■ DATA FOR THE TASK:
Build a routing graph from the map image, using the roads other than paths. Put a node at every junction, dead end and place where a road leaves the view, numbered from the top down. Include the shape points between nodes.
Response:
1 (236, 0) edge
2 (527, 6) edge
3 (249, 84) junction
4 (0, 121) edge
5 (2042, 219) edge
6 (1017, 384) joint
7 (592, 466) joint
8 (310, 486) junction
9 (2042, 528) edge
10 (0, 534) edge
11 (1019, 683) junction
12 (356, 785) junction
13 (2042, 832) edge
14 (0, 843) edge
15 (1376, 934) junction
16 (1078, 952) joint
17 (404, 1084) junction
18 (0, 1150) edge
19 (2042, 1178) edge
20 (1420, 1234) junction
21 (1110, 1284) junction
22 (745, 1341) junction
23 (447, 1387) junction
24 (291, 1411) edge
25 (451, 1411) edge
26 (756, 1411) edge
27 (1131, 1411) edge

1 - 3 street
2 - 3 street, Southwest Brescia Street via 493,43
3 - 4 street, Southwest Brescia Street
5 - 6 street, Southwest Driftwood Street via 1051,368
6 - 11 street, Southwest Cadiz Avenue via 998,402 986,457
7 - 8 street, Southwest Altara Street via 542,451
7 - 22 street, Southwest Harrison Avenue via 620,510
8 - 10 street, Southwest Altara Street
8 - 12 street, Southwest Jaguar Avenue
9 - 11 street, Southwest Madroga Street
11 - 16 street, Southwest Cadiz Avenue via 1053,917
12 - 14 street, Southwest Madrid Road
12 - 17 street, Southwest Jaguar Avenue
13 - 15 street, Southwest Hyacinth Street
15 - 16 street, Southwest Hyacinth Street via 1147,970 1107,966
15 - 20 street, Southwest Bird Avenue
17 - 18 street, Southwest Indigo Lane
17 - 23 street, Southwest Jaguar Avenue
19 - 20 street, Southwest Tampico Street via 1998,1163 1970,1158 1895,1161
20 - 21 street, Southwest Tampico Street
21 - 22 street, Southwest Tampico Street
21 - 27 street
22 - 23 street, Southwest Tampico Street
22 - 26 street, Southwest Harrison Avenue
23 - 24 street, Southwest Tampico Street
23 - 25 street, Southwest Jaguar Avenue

■ TASK REQUIREMENTS:
Please count up the lines in the listing above holding the string "Jaguar", and say the number with nothing else.

■ WRITTEN ANSWER:
4